Hello les blogos ! Blogose mademoiselle ou blogose madame ?

 

Mademoiselle,

Très chère mademoiselle,

 

A peine morte, vous me manquez déjà.

Votre titre, mille fois honoré, versifié par les plus grands poètes, vous allait comme un gant vénitien en soie noire que dame Gilda jadis dégantait d'un sourire concupiscent. Et vous voilà désormais dévêtue. Certes dénudée seulement d'un titre mais de quelle douce distinction et de quelle sensualité ! Avec une quantité syllabique parfaite, ni trop courte, ni trop longue, et que l'on pouvait susurrer d'un seul souffle en prenant soin de battre légèrement les deux L ultimes et aériens, bien que liquides selon l'intitulé. Notez également l'incomparable maîtrise des pieds, quatre, deux et deux, ainsi que de l'égalité des voyelles et des consonnes, six et six. Vous êtes, devrais-je dire vous étiez, l'égale perfection d'une sonorité charnelle et naturelle.

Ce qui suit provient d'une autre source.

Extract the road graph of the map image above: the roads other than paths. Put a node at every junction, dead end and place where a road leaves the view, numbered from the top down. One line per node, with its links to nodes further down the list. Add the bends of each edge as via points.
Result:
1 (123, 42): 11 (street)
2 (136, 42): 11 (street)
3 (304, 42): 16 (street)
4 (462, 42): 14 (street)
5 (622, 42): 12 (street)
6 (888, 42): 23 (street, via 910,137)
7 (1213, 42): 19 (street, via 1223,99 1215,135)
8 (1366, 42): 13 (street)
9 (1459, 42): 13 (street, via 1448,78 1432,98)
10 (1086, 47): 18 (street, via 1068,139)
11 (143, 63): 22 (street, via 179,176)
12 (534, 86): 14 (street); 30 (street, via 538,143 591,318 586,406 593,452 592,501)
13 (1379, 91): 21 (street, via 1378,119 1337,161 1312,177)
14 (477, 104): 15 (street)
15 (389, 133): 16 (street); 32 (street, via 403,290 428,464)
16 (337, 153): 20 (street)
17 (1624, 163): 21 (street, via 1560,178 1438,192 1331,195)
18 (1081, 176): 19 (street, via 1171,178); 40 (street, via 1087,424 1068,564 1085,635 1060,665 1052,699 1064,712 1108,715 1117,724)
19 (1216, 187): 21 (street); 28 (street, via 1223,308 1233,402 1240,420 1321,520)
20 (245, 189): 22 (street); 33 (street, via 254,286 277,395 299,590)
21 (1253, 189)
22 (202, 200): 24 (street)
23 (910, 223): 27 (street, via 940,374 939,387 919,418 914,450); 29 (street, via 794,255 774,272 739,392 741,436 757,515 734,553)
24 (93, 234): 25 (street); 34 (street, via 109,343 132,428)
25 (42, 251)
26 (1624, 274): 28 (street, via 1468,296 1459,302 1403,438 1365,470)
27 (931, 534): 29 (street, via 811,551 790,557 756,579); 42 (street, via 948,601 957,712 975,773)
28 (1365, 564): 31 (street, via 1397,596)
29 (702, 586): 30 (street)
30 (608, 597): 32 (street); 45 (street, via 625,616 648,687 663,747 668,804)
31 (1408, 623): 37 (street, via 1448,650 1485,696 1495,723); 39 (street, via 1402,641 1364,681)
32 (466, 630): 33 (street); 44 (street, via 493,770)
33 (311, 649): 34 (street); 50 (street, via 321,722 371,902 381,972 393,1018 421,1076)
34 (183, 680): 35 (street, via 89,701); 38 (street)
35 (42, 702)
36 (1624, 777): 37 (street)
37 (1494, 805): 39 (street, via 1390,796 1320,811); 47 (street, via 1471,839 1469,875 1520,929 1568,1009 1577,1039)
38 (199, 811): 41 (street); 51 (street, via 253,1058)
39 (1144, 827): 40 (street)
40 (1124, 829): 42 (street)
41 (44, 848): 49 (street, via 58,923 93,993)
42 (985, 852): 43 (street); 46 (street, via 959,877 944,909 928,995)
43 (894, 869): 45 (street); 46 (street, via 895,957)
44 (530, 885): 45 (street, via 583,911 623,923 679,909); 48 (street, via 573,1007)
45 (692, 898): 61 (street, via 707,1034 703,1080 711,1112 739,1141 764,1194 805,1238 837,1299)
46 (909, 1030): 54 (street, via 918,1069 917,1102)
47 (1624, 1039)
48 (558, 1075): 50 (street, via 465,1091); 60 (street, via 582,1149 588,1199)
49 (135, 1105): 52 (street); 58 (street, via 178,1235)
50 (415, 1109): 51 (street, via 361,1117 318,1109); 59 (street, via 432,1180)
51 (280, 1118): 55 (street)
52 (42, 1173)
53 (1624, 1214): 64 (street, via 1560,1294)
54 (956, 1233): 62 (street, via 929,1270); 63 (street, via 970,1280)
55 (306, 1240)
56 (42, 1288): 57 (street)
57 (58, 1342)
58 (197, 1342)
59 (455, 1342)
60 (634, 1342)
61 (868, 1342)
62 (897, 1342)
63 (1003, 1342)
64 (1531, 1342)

Mademoiselle. Mademoiselle. Mademoiselle. Je veux encore le murmurer intimement et indéfiniment. Jusqu'au trouble. Tout comme Proust quand il écrivait : " L'incertitude où j'étais s'il fallait lui dire madame ou mademoiselle me fit rougir." Oui chère disparue, c'est de cette incertitude que naissait votre troublant charme. Mademoiselle. Quant à votre étymologie, elle est toute aussi singulière. Vous venez de demoiselle, et vous êtes née en 1080. Une vieille dame en quelque sorte. Par la suite, on vous a rajoutée l'adjectif possessif ma, comme pour mieux vous convoiter et vous posséder. Ah ! ma demoiselle !

Molière, notre plus grand écrivain, vous a louée bien des fois. Vous lui faisiez trop d'honneur. Un honneur partagé et subjectif. Car on vous présumait célibataire. On l'augurait seulement. Et comment le savoir si ce n'était en vous nommant !? Il fallait vous voir alors, soit décliner la distinction, en insistant sur des syllabes plus dures qu'elles ne paraissaient et en proclamant un "madame" assez sec, soit en inclinant la tête et en souriant avec une pointe de défi. Sachez-le, on vous désirait par ce seul vocable, nourri d'espoir.

Désormais vous voilà engloutie dans le titre de madame, indifférent et confus. Plus tout à fait unique.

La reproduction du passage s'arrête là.